The Council is formally known as the Council of Ministers of the Federal Government of Somalia but is sometimes referred to as the Cabinet. Its members are appointed by the Prime Minister.

Parliament of Somalia
The Federal Parliament of Somalia elects the President and Prime Minister and has the authority to pass and veto laws. It is bicameral, and consists of a 275-seat lower house, as well as an upper house, capped at 54 representatives. By law, at least 30% of all MPs must be women. The current Members of parliament were selected by a Technical Selection Committee, which was tasked with vetting potential legislators that were in turn nominated by a National Constituent Assembly consisting of elders. The current Speaker of the Federal Parliament is Mohamed Mursal Sheikh Abdurahman.

Judiciary

The national court structure is organized into three tiers: the Constitutional Court, Federal Government level courts and Federal Member State level courts. A nine-member Judicial Service Commission appoints any Federal tier member of the judiciary. It also selects and presents potential Constitutional Court judges to the House of the People of the Federal Parliament for approval. If endorsed, the President appoints the candidate as a judge of the Constitutional Court. The five-member Constitutional Court adjudicates issues about the constitution, in addition to various Federal and sub-national matters.

Federal member states

Local state governments, officially recognized as the Federal Member States, have a degree of autonomy over regional affairs and maintain their police and security forces. However, they are constitutionally subject to the authority of the Government of the Federal Republic of Somalia. The national parliament is tasked with selecting the ultimate number and boundaries of the Federal Member States within the Federal Republic of Somalia.

Education

The Ministry of Education is officially responsible for education in Somalia. As of 24th June 2016, the institution is led by Abdulkadir Abdi Hashi.

Healthcare
The Ministry of Health heads the country's healthcare system. As of January 2015, the institution is led by Mohamed Xaji Abdinur]].

Media
The federal government has two main media outlets: Radio Mogadishu, the state-run radio station and Somali National Television, the national television channel and Somali national news agency.

Military and police

The central government's Ministry of Defence is officially responsible for the Somali Armed Forces and its various subdivisions.The Ministry is led by Abdirashid Abdullahi Mohamed.

Capital

The constitution recognizes Mogadishu as the capital of Somalia. The Parliament of Somalia meets in the city, which is also the seat of the nation's Supreme Court. In addition, Mogadishu is the location of the presidential palace, Villa Somalia, where the President resides. The Prime Minister also lives in the city.

International relations
The Federal Government of Somalia is internationally recognized as Somalia's official central government. It occupies the country's seat in the United Nations, the African Union, and the Organisation of Islamic Cooperation (OIC). The Somali federal government has a Permanent Representative and Deputy Permanent Representative to the United Nations. It also has embassies in various countries.

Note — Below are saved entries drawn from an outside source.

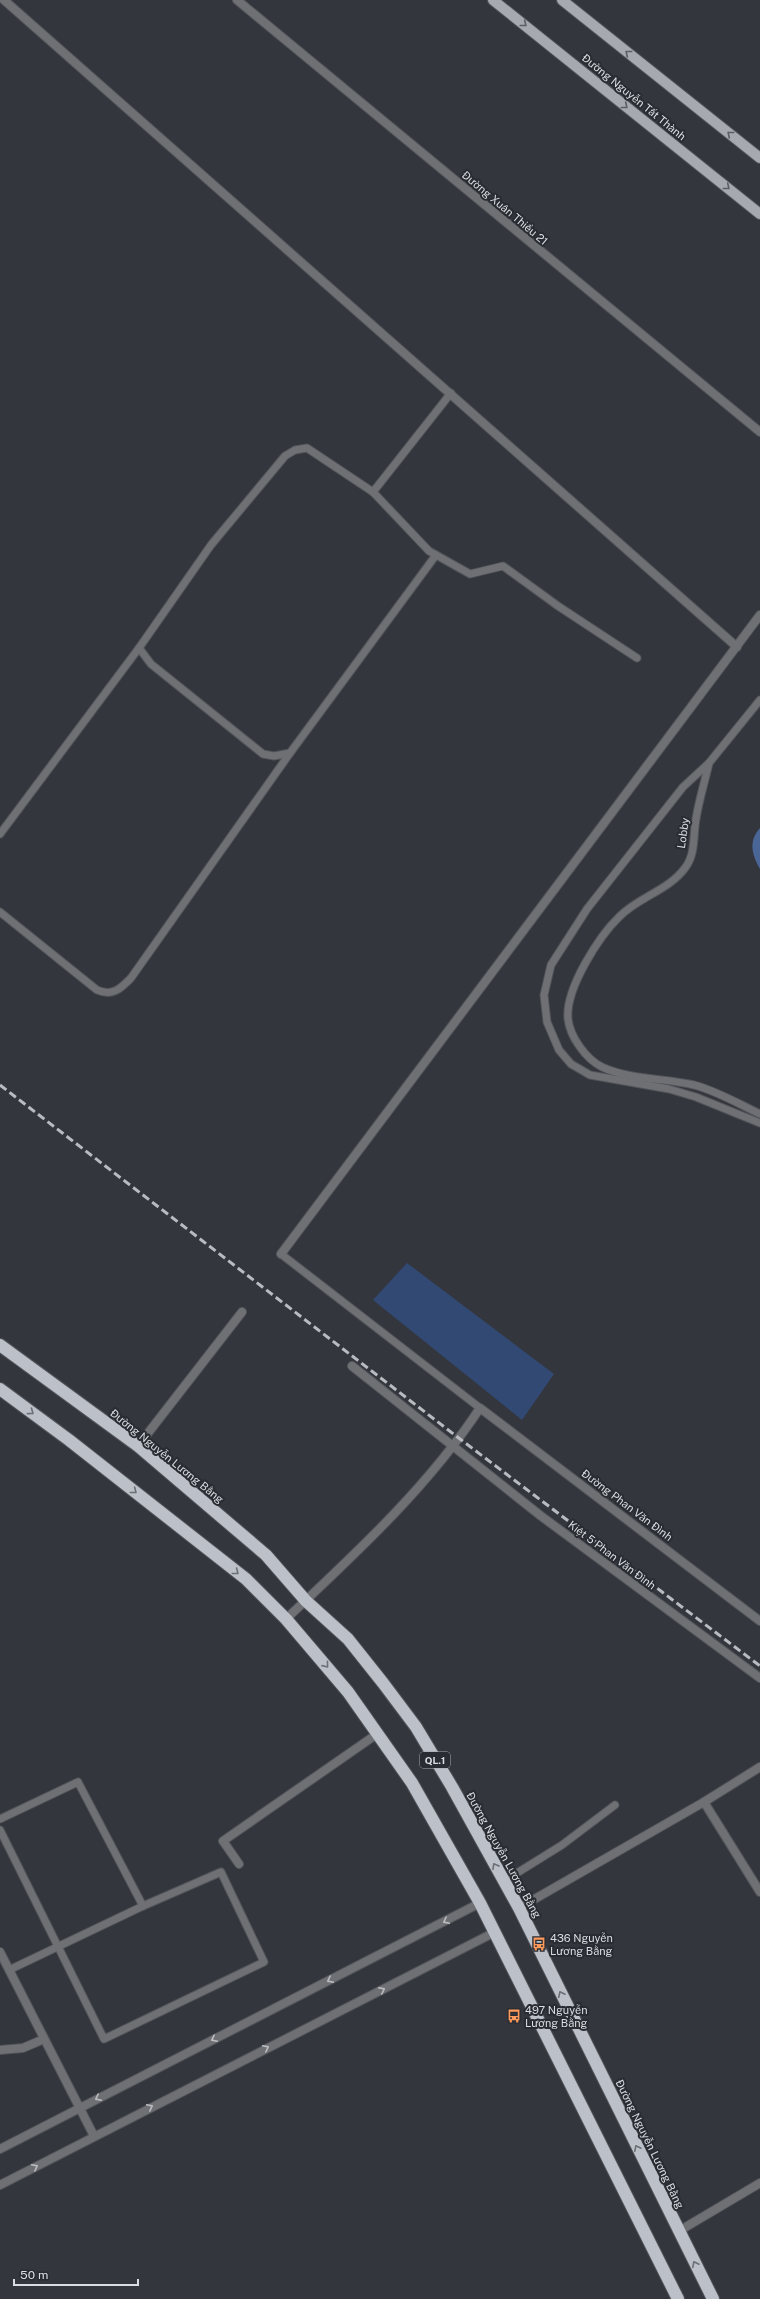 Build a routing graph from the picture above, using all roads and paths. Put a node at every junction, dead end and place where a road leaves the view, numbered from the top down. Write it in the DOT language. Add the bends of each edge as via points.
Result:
graph roads {
  1 [pos="4,0"];
  2 [pos="237,0"];
  3 [pos="493,0"];
  4 [pos="562,0"];
  5 [pos="760,158"];
  6 [pos="760,214"];
  7 [pos="452,393"];
  8 [pos="760,432"];
  9 [pos="373,492"];
  10 [pos="436,555"];
  11 [pos="760,615"];
  12 [pos="737,647"];
  13 [pos="139,648"];
  14 [pos="636,658"];
  15 [pos="760,700"];
  16 [pos="290,753"];
  17 [pos="709,763"];
  18 [pos="0,834"];
  19 [pos="0,912"];
  20 [pos="760,1114"];
  21 [pos="760,1123"];
  22 [pos="281,1254"];
  23 [pos="242,1312"];
  24 [pos="0,1345"];
  25 [pos="352,1366"];
  26 [pos="0,1389"];
  27 [pos="480,1408"];
  28 [pos="138,1446"];
  29 [pos="452,1447"];
  30 [pos="306,1600"];
  31 [pos="286,1619"];
  32 [pos="760,1621"];
  33 [pos="760,1678"];
  34 [pos="378,1734"];
  35 [pos="760,1767"];
  36 [pos="704,1802"];
  37 [pos="615,1805"];
  38 [pos="0,1819"];
  39 [pos="0,1830"];
  40 [pos="239,1864"];
  41 [pos="504,1881"];
  42 [pos="760,1892"];
  43 [pos="480,1903"];
  44 [pos="143,1906"];
  45 [pos="519,1908"];
  46 [pos="495,1932"];
  47 [pos="58,1947"];
  48 [pos="0,1952"];
  49 [pos="9,1970"];
  50 [pos="44,2039"];
  51 [pos="0,2050"];
  52 [pos="79,2108"];
  53 [pos="94,2136"];
  54 [pos="0,2149"];
  55 [pos="760,2183"];
  56 [pos="0,2184"];
  57 [pos="679,2231"];
  58 [pos="678,2299"];
  59 [pos="713,2299"];
  1 -- 7 [label="street"];
  2 -- 8 [label="street, Đường Xuân Thiều 21"];
  3 -- 6 [label="main road, Đường Nguyễn Tất Thành, one-way"];
  5 -- 4 [label="main road, one-way"];
  7 -- 9 [label="lane"];
  7 -- 12 [label="street"];
  9 -- 10 [label="lane" via="429,551"];
  9 -- 13 [label="lane" via="307,448 295,450 285,456 211,545"];
  10 -- 14 [label="lane" via="470,574 503,566"];
  10 -- 16 [label="lane"];
  11 -- 12 [label="street"];
  12 -- 22 [label="street"];
  13 -- 16 [label="lane" via="151,664 263,754 274,756"];
  13 -- 18 [label="lane"];
  15 -- 17 [label="lane"];
  16 -- 19 [label="lane" via="131,978 113,993 105,993 93,987"];
  17 -- 20 [label="lane, Lobby" via="696,819 691,858 671,882 635,904 605,932 573,992 568,1020 575,1038 586,1054 601,1066 617,1072 695,1085"];
  17 -- 21 [label="lane" via="673,799 587,909 551,965 544,994 547,1022 559,1050 571,1064 590,1075 669,1089"];
  22 -- 27 [label="lane"];
  23 -- 28 [label="street"];
  24 -- 28 [label="highway, Đường Nguyễn Lương Bằng / QL.1"];
  25 -- 29 [label="street, Kiệt 5 Phan Văn Đình"];
  26 -- 31 [label="highway, QL.1, one-way" via="246,1579"];
  27 -- 29 [label="street"];
  27 -- 32 [label="street, Đường Phan Văn Đình"];
  28 -- 30 [label="highway, Đường Nguyễn Lương Bằng / QL.1" via="266,1555"];
  29 -- 30 [label="street" via="379,1530"];
  29 -- 33 [label="street, Kiệt 5 Phan Văn Đình"];
  30 -- 31 [label="street"];
  41 -- 30 [label="highway, Đường Nguyễn Lương Bằng / QL.1, one-way" via="416,1727 348,1639"];
  31 -- 34 [label="highway, QL.1, one-way" via="348,1692"];
  34 -- 40 [label="street" via="223,1841"];
  34 -- 43 [label="highway, QL.1" via="412,1783"];
  35 -- 36 [label="street"];
  36 -- 42 [label="street"];
  36 -- 45 [label="street"];
  37 -- 41 [label="lane" via="562,1845"];
  38 -- 44 [label="lane" via="78,1782"];
  39 -- 47 [label="lane"];
  41 -- 45 [label="highway, Đường Nguyễn Lương Bằng / QL.1"];
  43 -- 46 [label="highway, QL.1"];
  43 -- 52 [label="street, one-way"];
  44 -- 47 [label="lane"];
  44 -- 47 [label="lane" via="221,1872 264,1962 104,2039"];
  57 -- 45 [label="highway, Đường Nguyễn Lương Bằng / QL.1, one-way"];
  53 -- 46 [label="street, one-way"];
  46 -- 58 [label="highway, QL.1"];
  47 -- 49 [label="lane"];
  48 -- 49 [label="street"];
  49 -- 50 [label="street"];
  50 -- 51 [label="street" via="23,2048"];
  50 -- 52 [label="street"];
  52 -- 53 [label="street"];
  52 -- 54 [label="street"];
  56 -- 53 [label="street, one-way"];
  55 -- 57 [label="street"];
  59 -- 57 [label="highway, Đường Nguyễn Lương Bằng / QL.1, one-way"];
}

Additionally, there are various foreign diplomatic missions in Somalia. Ethiopia maintains an embassy in Mogadishu, and consulates in Hargeisa in the self-declared Republic of Somaliland and Garowe in Puntland. Djibouti re-opened its embassy in Mogadishu in December 2010. The following year, India also re-opened its embassy in the capital after a twenty-year absence, as did Turkey. Iran and the United Kingdom followed suit in 2013, as well as Qatar and China in 2014. Italy maintains a special diplomatic delegation and a Technical Mission to Mogadishu and is scheduled to re-open its embassy in the city. In 2013, Egypt likewise announced plans to re-open its embassy in Mogadishu.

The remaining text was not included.